In summary, when called for EBP, first consider an expansive differential diagnosis to include the rare but serious entities of IVCT and PRES.  Perform a careful history and focused neurological exam prior to proceeding with EBP. If patients have any focal deficits or mental status changes, a more detailed neurologic exam should be performed and imaging considered prior to EBP.  Anesthesiologists should consider imaging in any patient who reports a changing or progressive nature of the headache, if EBP doesn't provide initial relief of headache or relief of very short duration, if the patient has risk factors for IVCT or examination results are suggestive of more severe intracranial pathology.
  Since the above recommendations require an H&P be performed it should be properly documented and billed.
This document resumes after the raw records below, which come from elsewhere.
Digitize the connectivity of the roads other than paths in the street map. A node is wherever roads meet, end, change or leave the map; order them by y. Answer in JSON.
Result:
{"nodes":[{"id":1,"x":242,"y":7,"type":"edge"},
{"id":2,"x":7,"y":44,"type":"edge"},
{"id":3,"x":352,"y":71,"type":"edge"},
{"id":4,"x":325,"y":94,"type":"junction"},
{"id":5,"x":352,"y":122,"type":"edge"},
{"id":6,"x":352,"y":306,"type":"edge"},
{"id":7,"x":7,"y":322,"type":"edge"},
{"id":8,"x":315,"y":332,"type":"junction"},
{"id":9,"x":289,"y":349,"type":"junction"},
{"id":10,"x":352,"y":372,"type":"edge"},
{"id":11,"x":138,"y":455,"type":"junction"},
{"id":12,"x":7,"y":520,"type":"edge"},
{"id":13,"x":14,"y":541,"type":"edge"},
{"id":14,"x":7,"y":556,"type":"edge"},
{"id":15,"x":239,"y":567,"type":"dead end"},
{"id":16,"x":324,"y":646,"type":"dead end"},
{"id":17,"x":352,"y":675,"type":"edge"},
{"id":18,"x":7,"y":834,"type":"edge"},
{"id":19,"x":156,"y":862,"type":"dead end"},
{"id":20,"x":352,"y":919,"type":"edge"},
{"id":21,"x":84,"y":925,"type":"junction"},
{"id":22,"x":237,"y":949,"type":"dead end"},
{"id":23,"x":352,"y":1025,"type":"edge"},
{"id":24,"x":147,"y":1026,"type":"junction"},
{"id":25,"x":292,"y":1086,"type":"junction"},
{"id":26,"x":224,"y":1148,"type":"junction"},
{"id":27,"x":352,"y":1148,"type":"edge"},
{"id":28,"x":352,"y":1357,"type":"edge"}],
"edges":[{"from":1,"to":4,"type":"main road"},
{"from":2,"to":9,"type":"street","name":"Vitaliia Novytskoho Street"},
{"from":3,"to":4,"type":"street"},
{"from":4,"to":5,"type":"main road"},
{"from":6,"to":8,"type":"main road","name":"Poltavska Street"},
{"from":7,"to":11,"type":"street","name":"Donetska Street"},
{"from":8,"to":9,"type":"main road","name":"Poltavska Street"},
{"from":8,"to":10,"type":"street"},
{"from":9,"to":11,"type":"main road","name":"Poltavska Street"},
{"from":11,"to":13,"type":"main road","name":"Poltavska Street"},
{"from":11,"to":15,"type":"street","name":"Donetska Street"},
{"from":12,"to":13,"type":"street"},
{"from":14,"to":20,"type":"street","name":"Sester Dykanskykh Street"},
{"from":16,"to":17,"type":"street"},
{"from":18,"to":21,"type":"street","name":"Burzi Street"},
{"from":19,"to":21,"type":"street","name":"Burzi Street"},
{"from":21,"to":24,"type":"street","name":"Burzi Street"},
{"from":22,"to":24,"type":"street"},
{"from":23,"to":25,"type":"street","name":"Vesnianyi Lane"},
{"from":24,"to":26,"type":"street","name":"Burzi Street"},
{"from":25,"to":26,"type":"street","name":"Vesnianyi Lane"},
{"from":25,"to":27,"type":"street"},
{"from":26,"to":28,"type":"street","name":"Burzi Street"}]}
You should carefully document Subjective and Objective findings, your formal Assessment and Plan (SOAP note).  Use of the proper CPT code for an Evaluation and Management  (E&M): 99241 for outpatient setting or 99251 for the inpatient setting.  These codes are for a simple H&P taking about 15 minutes and of lowest complexity.  If you feel that your H&P required more complex management, then upcoding appropriately is indicated with appropriate documentation.




1. Lockhart and Baysinger C.  Anesthesiology. 2007; 107: 652.
2. Bousser MG et al.  J Neurol. 2000; 247: 252.
3. Wilder-Smith E. et al.  Nuerosurg psychiatry. 1997; 63:351.
4. Turnball DK et al. Br J Anesthesia.  2003; 91: 718.
5. Stella CL et al. Am J Obstet Gynecol. 2007;196:318.
6. Ho CM and Chan KH. Anesth Analg 2007; 105:770.
7. Shearer VE et al. Obstet Gynecol. 1995; 85:255.